[Activity] Beneath this sentence is a set of records; write each of them out exactly.

[Data to use]
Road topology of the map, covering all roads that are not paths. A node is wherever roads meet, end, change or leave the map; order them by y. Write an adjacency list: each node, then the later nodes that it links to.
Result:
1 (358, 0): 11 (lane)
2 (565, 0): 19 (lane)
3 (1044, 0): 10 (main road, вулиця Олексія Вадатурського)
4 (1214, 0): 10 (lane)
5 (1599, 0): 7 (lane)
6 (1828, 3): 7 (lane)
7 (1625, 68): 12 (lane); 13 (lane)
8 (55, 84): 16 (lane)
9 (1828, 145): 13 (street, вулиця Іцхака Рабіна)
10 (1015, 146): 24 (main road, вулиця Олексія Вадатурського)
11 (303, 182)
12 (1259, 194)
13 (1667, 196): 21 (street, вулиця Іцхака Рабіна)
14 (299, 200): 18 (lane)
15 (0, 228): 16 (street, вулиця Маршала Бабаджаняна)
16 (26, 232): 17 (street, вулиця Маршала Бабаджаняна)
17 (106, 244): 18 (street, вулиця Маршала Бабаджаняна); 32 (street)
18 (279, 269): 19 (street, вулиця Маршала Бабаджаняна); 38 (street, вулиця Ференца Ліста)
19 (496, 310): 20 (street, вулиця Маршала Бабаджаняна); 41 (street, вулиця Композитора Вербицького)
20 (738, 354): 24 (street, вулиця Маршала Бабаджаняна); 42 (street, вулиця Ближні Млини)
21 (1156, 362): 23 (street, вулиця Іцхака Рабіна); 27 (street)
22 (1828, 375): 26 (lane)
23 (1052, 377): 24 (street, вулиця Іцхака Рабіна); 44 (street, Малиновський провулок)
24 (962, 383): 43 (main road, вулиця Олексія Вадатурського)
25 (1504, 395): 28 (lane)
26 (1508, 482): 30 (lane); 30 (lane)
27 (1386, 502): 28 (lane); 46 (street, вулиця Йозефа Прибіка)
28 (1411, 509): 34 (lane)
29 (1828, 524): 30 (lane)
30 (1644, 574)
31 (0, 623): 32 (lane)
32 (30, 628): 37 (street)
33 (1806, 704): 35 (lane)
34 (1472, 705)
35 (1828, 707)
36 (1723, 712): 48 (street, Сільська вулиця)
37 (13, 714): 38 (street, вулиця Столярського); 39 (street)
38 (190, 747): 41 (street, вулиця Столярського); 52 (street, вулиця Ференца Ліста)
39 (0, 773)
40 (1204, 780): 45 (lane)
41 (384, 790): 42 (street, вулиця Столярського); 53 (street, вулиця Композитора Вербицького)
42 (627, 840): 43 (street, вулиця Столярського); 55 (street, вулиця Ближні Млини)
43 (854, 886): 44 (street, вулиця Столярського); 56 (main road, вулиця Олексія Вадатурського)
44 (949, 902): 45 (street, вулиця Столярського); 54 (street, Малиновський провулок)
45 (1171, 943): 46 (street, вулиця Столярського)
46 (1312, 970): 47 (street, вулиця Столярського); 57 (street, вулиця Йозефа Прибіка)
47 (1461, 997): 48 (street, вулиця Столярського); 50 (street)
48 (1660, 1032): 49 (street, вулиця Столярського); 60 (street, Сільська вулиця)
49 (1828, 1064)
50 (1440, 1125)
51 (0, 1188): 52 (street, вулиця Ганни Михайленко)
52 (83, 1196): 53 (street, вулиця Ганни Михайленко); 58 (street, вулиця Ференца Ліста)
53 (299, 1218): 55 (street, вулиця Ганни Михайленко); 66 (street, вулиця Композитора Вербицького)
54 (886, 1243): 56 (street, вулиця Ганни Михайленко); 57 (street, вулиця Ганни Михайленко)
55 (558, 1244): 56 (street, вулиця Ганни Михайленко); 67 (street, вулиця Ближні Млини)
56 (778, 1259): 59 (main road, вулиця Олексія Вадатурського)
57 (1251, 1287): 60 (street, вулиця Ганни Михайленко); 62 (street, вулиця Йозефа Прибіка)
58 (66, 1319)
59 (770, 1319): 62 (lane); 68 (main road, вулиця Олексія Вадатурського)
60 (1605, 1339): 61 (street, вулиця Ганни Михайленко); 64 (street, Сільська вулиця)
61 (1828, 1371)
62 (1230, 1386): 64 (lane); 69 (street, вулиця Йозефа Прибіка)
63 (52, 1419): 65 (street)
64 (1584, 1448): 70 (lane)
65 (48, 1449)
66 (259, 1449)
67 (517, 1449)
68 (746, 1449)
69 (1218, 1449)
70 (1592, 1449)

[Answer to the exercise]
Road topology of the map, covering all roads that are not paths. A node is wherever roads meet, end, change or leave the map; order them by y. Write an adjacency list: each node, then the later nodes that it links to.
Result:
1 (358, 0): 11 (lane)
2 (565, 0): 19 (lane)
3 (1044, 0): 10 (main road, вулиця Олексія Вадатурського)
4 (1214, 0): 10 (lane)
5 (1599, 0): 7 (lane)
6 (1828, 3): 7 (lane)
7 (1625, 68): 12 (lane); 13 (lane)
8 (55, 84): 16 (lane)
9 (1828, 145): 13 (street, вулиця Іцхака Рабіна)
10 (1015, 146): 24 (main road, вулиця Олексія Вадатурського)
11 (303, 182)
12 (1259, 194)
13 (1667, 196): 21 (street, вулиця Іцхака Рабіна)
14 (299, 200): 18 (lane)
15 (0, 228): 16 (street, вулиця Маршала Бабаджаняна)
16 (26, 232): 17 (street, вулиця Маршала Бабаджаняна)
17 (106, 244): 18 (street, вулиця Маршала Бабаджаняна); 32 (street)
18 (279, 269): 19 (street, вулиця Маршала Бабаджаняна); 38 (street, вулиця Ференца Ліста)
19 (496, 310): 20 (street, вулиця Маршала Бабаджаняна); 41 (street, вулиця Композитора Вербицького)
20 (738, 354): 24 (street, вулиця Маршала Бабаджаняна); 42 (street, вулиця Ближні Млини)
21 (1156, 362): 23 (street, вулиця Іцхака Рабіна); 27 (street)
22 (1828, 375): 26 (lane)
23 (1052, 377): 24 (street, вулиця Іцхака Рабіна); 44 (street, Малиновський провулок)
24 (962, 383): 43 (main road, вулиця Олексія Вадатурського)
25 (1504, 395): 28 (lane)
26 (1508, 482): 30 (lane); 30 (lane)
27 (1386, 502): 28 (lane); 46 (street, вулиця Йозефа Прибіка)
28 (1411, 509): 34 (lane)
29 (1828, 524): 30 (lane)
30 (1644, 574)
31 (0, 623): 32 (lane)
32 (30, 628): 37 (street)
33 (1806, 704): 35 (lane)
34 (1472, 705)
35 (1828, 707)
36 (1723, 712): 48 (street, Сільська вулиця)
37 (13, 714): 38 (street, вулиця Столярського); 39 (street)
38 (190, 747): 41 (street, вулиця Столярського); 52 (street, вулиця Ференца Ліста)
39 (0, 773)
40 (1204, 780): 45 (lane)
41 (384, 790): 42 (street, вулиця Столярського); 53 (street, вулиця Композитора Вербицького)
42 (627, 840): 43 (street, вулиця Столярського); 55 (street, вулиця Ближні Млини)
43 (854, 886): 44 (street, вулиця Столярського); 56 (main road, вулиця Олексія Вадатурського)
44 (949, 902): 45 (street, вулиця Столярського); 54 (street, Малиновський провулок)
45 (1171, 943): 46 (street, вулиця Столярського)
46 (1312, 970): 47 (street, вулиця Столярського); 57 (street, вулиця Йозефа Прибіка)
47 (1461, 997): 48 (street, вулиця Столярського); 50 (street)
48 (1660, 1032): 49 (street, вулиця Столярського); 60 (street, Сільська вулиця)
49 (1828, 1064)
50 (1440, 1125)
51 (0, 1188): 52 (street, вулиця Ганни Михайленко)
52 (83, 1196): 53 (street, вулиця Ганни Михайленко); 58 (street, вулиця Ференца Ліста)
53 (299, 1218): 55 (street, вулиця Ганни Михайленко); 66 (street, вулиця Композитора Вербицького)
54 (886, 1243): 56 (street, вулиця Ганни Михайленко); 57 (street, вулиця Ганни Михайленко)
55 (558, 1244): 56 (street, вулиця Ганни Михайленко); 67 (street, вулиця Ближні Млини)
56 (778, 1259): 59 (main road, вулиця Олексія Вадатурського)
57 (1251, 1287): 60 (street, вулиця Ганни Михайленко); 62 (street, вулиця Йозефа Прибіка)
58 (66, 1319)
59 (770, 1319): 62 (lane); 68 (main road, вулиця Олексія Вадатурського)
60 (1605, 1339): 61 (street, вулиця Ганни Михайленко); 64 (street, Сільська вулиця)
61 (1828, 1371)
62 (1230, 1386): 64 (lane); 69 (street, вулиця Йозефа Прибіка)
63 (52, 1419): 65 (street)
64 (1584, 1448): 70 (lane)
65 (48, 1449)
66 (259, 1449)
67 (517, 1449)
68 (746, 1449)
69 (1218, 1449)
70 (1592, 1449)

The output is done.